## WHAT THE TASK ASKS:
Wherever a picture sits, omit it. Output the rest of the listing exactly.

## MATERIAL SHOWN:
● ● ● ● ● ● ●

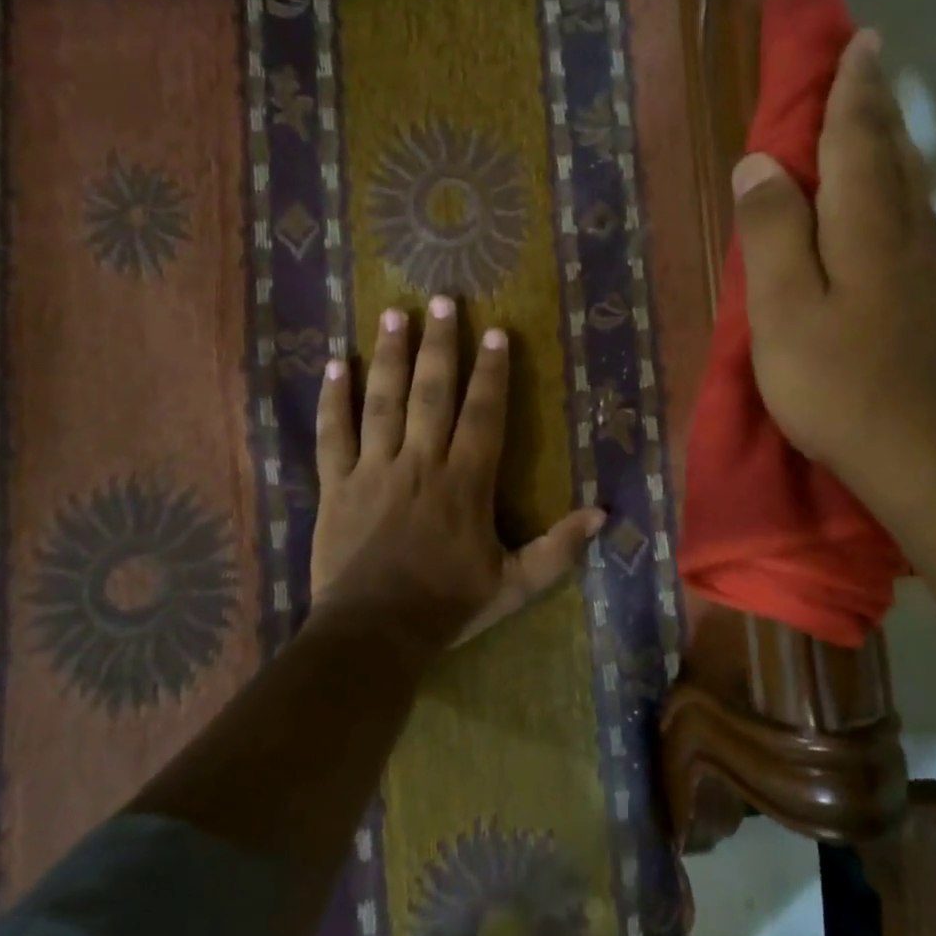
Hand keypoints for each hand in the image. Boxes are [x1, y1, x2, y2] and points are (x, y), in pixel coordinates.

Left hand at [309, 296, 604, 649]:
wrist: (373, 634)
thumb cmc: (447, 606)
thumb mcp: (515, 584)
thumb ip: (558, 548)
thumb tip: (603, 514)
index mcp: (465, 482)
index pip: (483, 415)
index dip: (491, 372)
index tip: (495, 333)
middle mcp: (420, 462)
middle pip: (430, 393)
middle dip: (439, 345)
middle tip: (441, 301)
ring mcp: (374, 470)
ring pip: (382, 402)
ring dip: (389, 356)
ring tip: (393, 315)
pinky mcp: (336, 484)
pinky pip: (333, 434)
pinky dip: (333, 399)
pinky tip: (336, 364)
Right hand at [732, 29, 935, 523]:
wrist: (932, 458)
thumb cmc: (842, 385)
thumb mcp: (785, 310)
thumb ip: (771, 231)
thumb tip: (757, 164)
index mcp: (868, 223)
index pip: (858, 135)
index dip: (853, 87)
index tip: (856, 40)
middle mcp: (908, 231)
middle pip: (893, 150)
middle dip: (875, 103)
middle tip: (865, 62)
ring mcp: (930, 268)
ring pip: (909, 184)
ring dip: (888, 142)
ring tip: (870, 117)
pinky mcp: (934, 301)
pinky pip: (911, 219)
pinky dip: (894, 188)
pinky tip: (886, 201)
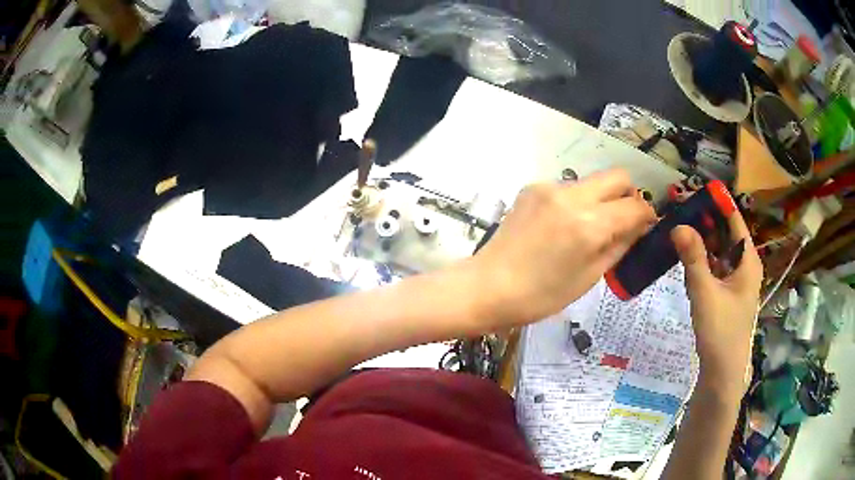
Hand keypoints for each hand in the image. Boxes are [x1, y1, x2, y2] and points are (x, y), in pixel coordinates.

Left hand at [472, 169, 655, 325]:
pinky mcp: (532, 187)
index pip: (635, 206)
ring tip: (589, 228)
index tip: (647, 226)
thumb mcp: (590, 276)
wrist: (488, 286)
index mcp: (589, 224)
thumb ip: (620, 244)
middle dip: (628, 195)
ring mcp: (549, 187)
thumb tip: (639, 225)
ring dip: (600, 199)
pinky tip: (562, 225)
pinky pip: (568, 187)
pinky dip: (576, 202)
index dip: (647, 215)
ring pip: (592, 181)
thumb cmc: (541, 295)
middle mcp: (572, 195)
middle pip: (617, 176)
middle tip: (624, 220)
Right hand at [671, 212, 762, 402]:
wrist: (721, 372)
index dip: (719, 204)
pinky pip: (715, 267)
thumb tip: (678, 225)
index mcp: (748, 261)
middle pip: (727, 234)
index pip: (735, 221)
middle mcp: (744, 266)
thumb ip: (693, 258)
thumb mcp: (705, 293)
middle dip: (707, 220)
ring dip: (703, 239)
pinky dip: (703, 258)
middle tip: (682, 208)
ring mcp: (736, 281)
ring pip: (720, 251)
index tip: (698, 189)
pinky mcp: (726, 294)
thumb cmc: (720, 331)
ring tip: (681, 225)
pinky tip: (687, 254)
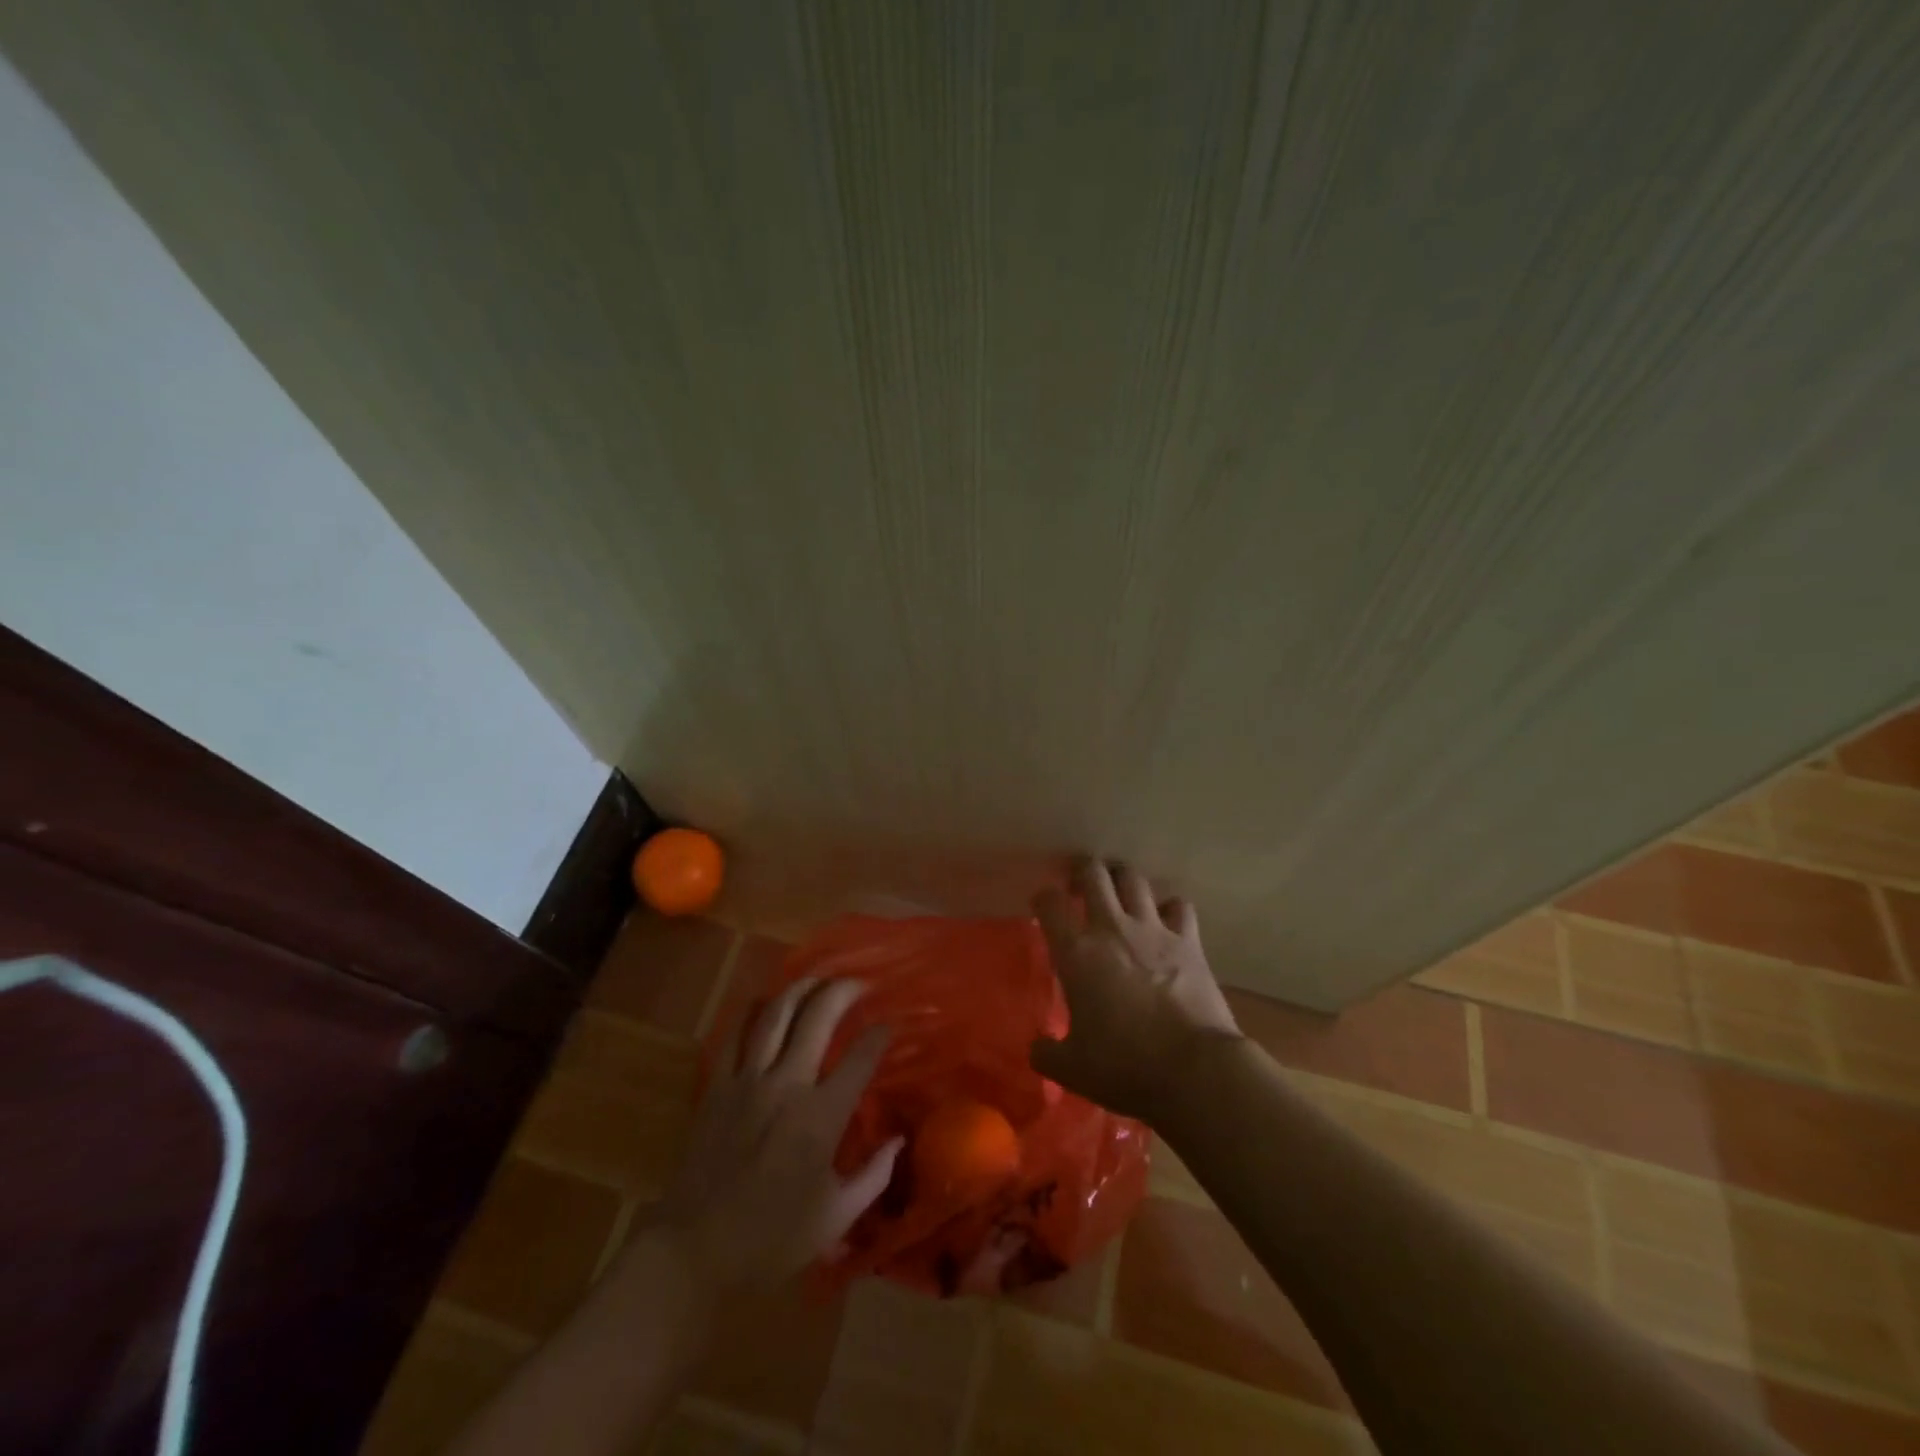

● ● ● ● ● ● ●

## EXPECTED ANSWER:
Hand keypoints for each hand in the image. Boxes are [x1, y1, x2, y2] and points are (x, y), in pixel coordinates.

Left hand at [309, 296, 604, 649]:
wrist: (373, 634)
thumb cmc: (447, 606)
thumb mcp: (515, 584)
thumb ip: (558, 548)
thumb tip: (603, 514)
index mcp: (465, 482)
index pip: (483, 415)
index dip: (491, 372)
index tip: (495, 333)
middle mcp: (420, 462)
middle pip: (430, 393)
middle dip: (439, 345)
middle tip: (441, 301)
ring mcp: (374, 470)
ring pip: (382, 402)
ring dip: (389, 356)
ring tip: (393, 315)
pinky mcp: (336, 484)
pinky pip: (333, 434)
pinky dip: (333, 399)
pinky tip: (336, 364)
Right hand at [732, 29, 935, 523]:
wrist: (932, 458)
thumb cmc: (842, 385)
thumb mcp: (785, 310)
thumb ip: (771, 231)
thumb tip: (757, 164)
index mcp: (868, 223)
index pip: (858, 135)
index dip: (853, 87)
index tip: (856, 40)
middle mcp: (908, 231)
middle pip: (893, 150)
middle dip: (875, 103)
middle tip: (865, 62)
ring mcp: (930, 268)
ring pip: (909, 184)
ring dip: (888, 142)
ring tip: (870, 117)
pinky mcp: (934, 301)
pinky pip: (911, 219)
pinky dip: (894, 188)
pinky tip: (886, 201)
Hand keypoints for each hand in the image. Boxes are [x1, y1, x2, y2] and points are (x, y), in pixel coordinates.

Left hand at [472, 169, 655, 325]:
pinky mcp: (532, 187)
index pip: (635, 206)
ring tip: (589, 228)
index tip: (647, 226)
thumb mcp: (590, 276)
wrist: (488, 286)
index mcp: (589, 224)
thumb ip: (620, 244)
middle dip: (628, 195)
ring mcp: (549, 187)
thumb tip: (639, 225)
ring dip: (600, 199)
pinky tip: (562, 225)
pinky pip: (568, 187)
pinky dip: (576, 202)
index dip: (647, 215)
ring pip: (592, 181)
thumb cmc: (541, 295)
middle mcp: (572, 195)
middle pip: (617, 176)
middle tip: (624, 220)
Right hand at [671, 212, 762, 402]:
wrist: (721, 372)
index dip: (719, 204)
pinky pip: (715, 267)
thumb tip: (678, 225)
index mcp: (748, 261)
middle pip: (727, 234)
index pip: (735, 221)
middle mcp: (744, 266)
thumb ip: (693, 258)
thumb mcp: (705, 293)
middle dip: (707, 220)
ring dip: (703, 239)
pinky dip: (703, 258)
middle tip: (682, 208)
ring mcp: (736, 281)
ring pip: (720, 251)
index tip: (698, 189)
pinky mcp: (726, 294)
thumb cmc: (720, 331)
ring tip: (681, 225)
pinky tip: (687, 254)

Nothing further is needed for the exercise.